Les travaux de Dr Durkin ont montré que l’on peut apprendre à lire très tôt aux enfants chez soi. Elle a montré que les lecteurs précoces prennent la tête de leur classe et s’y maintiennent en ce qui concerne la lecture jusqu’au point où elle a cessé de les suivre (jusqu’en CM2). Elle a démontré que les lecteurs précoces ne sont pas des enfants particulièrement doués. Ni leur personnalité, ni leur intelligence, ni rien d’autre ne peut les distinguer de ceux qui lisent plus tardivement. Il se trouve seulement que les lecteurs précoces ont une maman différente des autres.
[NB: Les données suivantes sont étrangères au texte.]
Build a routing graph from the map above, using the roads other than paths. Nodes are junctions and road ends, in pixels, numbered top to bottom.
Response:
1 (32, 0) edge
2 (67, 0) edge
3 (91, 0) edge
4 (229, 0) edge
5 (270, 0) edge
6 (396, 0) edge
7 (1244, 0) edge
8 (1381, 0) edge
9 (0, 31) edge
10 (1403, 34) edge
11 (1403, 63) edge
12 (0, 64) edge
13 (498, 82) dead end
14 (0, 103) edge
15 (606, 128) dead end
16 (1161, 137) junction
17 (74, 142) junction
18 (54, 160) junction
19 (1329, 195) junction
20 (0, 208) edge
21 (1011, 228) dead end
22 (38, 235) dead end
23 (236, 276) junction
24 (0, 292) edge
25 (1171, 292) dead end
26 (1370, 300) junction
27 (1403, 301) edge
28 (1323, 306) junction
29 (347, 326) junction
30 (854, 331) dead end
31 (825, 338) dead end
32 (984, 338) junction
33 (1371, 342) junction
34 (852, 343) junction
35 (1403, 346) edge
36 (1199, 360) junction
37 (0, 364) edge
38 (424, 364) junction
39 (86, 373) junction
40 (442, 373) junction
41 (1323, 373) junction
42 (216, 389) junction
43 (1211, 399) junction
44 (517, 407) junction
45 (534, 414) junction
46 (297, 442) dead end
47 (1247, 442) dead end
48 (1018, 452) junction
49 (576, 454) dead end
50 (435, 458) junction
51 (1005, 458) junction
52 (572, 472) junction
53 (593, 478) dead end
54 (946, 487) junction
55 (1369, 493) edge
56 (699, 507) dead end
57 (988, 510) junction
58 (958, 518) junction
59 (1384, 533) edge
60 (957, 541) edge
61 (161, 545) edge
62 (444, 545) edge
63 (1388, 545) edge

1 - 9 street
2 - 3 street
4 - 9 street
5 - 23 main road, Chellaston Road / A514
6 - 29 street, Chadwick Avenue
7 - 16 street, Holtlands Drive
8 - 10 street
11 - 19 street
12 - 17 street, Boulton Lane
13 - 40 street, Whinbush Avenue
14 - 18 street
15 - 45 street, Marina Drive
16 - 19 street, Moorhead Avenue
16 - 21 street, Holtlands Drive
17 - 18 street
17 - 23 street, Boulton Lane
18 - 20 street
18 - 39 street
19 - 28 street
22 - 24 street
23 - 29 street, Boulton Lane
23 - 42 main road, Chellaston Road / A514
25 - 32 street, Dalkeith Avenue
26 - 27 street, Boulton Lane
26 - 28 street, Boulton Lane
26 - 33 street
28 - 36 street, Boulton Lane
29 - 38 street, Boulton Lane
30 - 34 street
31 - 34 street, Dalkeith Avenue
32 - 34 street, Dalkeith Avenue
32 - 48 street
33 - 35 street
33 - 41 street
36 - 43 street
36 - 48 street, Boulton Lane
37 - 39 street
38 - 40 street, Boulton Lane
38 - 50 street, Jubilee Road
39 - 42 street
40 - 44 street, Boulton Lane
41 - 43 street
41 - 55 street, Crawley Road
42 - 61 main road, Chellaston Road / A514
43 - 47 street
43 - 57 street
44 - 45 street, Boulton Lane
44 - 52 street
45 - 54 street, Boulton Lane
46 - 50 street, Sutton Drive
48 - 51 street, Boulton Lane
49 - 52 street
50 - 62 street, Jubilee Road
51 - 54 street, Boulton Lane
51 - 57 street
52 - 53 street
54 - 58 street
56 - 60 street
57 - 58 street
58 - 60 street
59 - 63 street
Les résultats de ces travaux font découvrir des perspectives passionnantes pour les mamans d’enfants d’âge préscolaire. Ils signifient que si vous voulez que votre enfant soit bon élève, vous le pouvez. Ils signifient que si vous lui assurez une ambiance stimulante à l’âge préscolaire, il est fort probable qu’il sera bon élève.